Thanksgiving Wines? Consider Sherry or Saké

Thanksgiving wine recommendations are ubiquitous at this time of year.  But too many of those articles simply promote the same old type of wines, year after year.  Even when they stretch the boundaries a little, they often don't stray too far.  Sometimes this is just a lack of imagination and sometimes it stems from the fact that many wine writers are not familiar with some of the less appreciated, but still worthy wines. 

So let me be one of the few to recommend Sherry and Saké for your Thanksgiving Day feast.  Both are versatile, available in a variety of styles, and will add a unique touch to the festivities.  Lots of people will have Pinot Noir and Riesling on Thaksgiving, but how many can say they had a Junmai Saké or Amontillado with their turkey?  These food friendly selections should appeal to your guests and give them something to talk about later.  It will make for a memorable holiday.

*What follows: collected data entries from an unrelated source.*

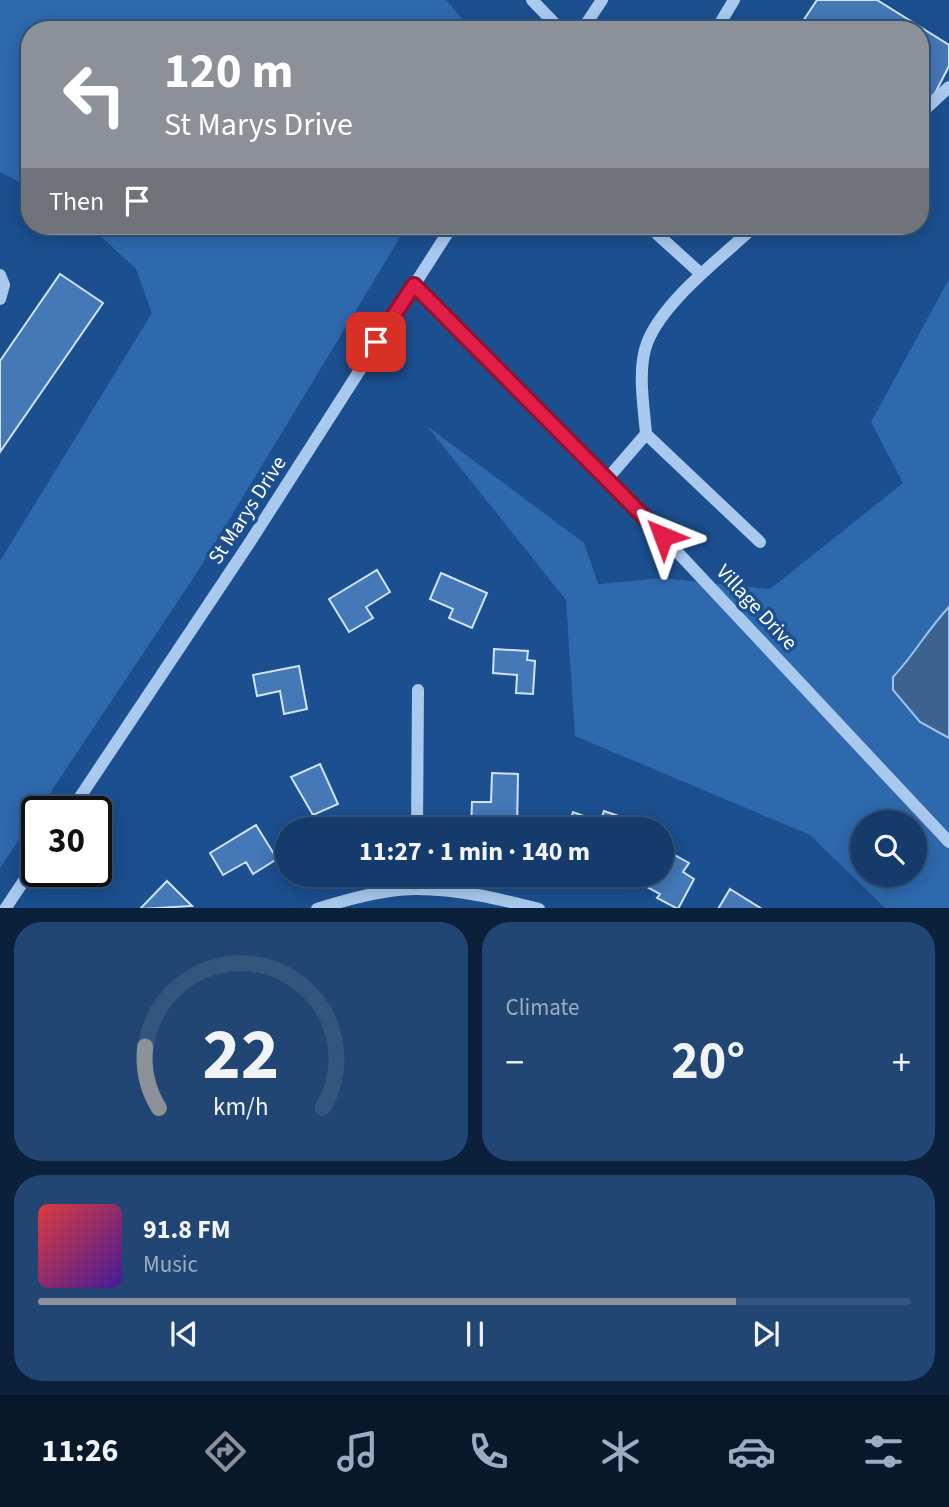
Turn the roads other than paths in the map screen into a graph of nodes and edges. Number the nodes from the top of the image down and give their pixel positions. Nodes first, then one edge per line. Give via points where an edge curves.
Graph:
1 (532, 0) edge
2 (602, 0) edge
3 (734, 0) edge
4 (552, 21) edge
5 (588, 21) edge
6 (721, 21) edge
7 (949, 87) edge
8 (929, 106) edge
9 (446, 235) edge
10 (658, 235) edge
11 (744, 235) edge
12 (700, 273) junction
13 (0, 275) edge
14 (414, 285) junction
15 (0, 299) edge
16 (646, 434) junction
17 (608, 478) junction
18 (760, 541) dead end
19 (418, 690) dead end
20 (80, 796) edge
21 (417, 817) edge
22 (949, 842) edge
23 (21, 884) edge
24 (417, 889) joint
25 (5, 908) edge
26 (317, 908) edge
27 (539, 908) edge

1 - 4 street
2 - 5 street
3 - 6 street
7 - 8 street
9 - 14 street, St Marys Drive
10 - 12 street
11 - 12 street
12 - 16 street via 647,344 643,382
13 - 15 street via 4,285
14 - 17 street, Village Drive
14 - 20 street, St Marys Drive
16 - 17 street
16 - 18 street
17 - 22 street, Village Drive
19 - 21 street
23 - 25 street
24 - 26 street
24 - 27 street via 495,897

Rather than Champagne, Cava, Prosecco or such, why not toast with a Sparkling Saké?  It is usually low in alcohol, only 6%-8%, which is lower than most other sparkling wines.  It is commonly fruity and sweet, and is a hit at Saké tastings.  Most times it comes in small, 300ml bottles so you can even try it at low cost and not worry about excessive left over Saké.  Sometimes you buy inexpensive Champagne, few actually end up drinking it, and you so end up wasting much of a 750ml bottle. 

If you start off your dinner with some appetizers, like nuts, pickles, chips and other salty treats, consider a dry Saké, maybe a Junmai or Junmai Ginjo.  If you like a sweet-style Riesling for Thanksgiving, why not consider a sweet Saké instead?  A nice Honjozo, Junmai, or Junmai Ginjo, with a touch of sweetness, would be an excellent option.  Just remember that the Junmai will probably be a richer style, while the Honjozo and Ginjo will be lighter.  If you would prefer something a bit more earthy or gamey, then try a Kimoto or Yamahai style Saké, which are a couple of my favorites styles. And for a lighter, more delicate taste, go for a Daiginjo. For dessert, try a sweet Nigori or even a Koshu, an aged Saké, which may remind you of a Port.  You don't need tiny cups for any of these Sakés, just use a regular wine glass and enjoy.

Sherry is another versatile option.  A chilled Fino or Manzanilla sherry would be an excellent choice as an aperitif, especially if you serve some pre-dinner appetizers, such as cheese, nuts, chips and olives. These dry sherries will also go well with any fried appetizers you might serve.  These two can be found in half-bottles, and thus you have potentially less waste. 

Other dry sherries, including Amontillado, Palo Cortado and Oloroso, would all pair well with Thanksgiving turkey yet they don’t often receive recommendations. I think this is mainly because sweet sherry is most commonly drunk in the U.S. Not enough people appreciate the delicious flavors of these dry sherries, and how well they match with a wide variety of foods. Their flavors, commonly including tastes like nuts, caramel, vanilla, herbs, spice, and wood, which will often match well a turkey dinner.  I will be drinking dry sherry, possibly an Amontillado, this Thanksgiving. The sweet sherries are more appropriate for dessert.  A cream sherry can pair well with fruit desserts, such as pies, or try a sweet, syrupy Pedro Ximenez sherry with a chocolate dessert, or simply pour some over ice cream.

I hope everyone has a great Thanksgiving, enjoying the company of family and friends. Be thankful for all that you have in your lives, knowing there are many less fortunate than you. Savor all of the delicious food and drink at your table.

Has anyone had Sherry or Saké at their previous Thanksgiving dinners, or are you planning to have some this Thanksgiving?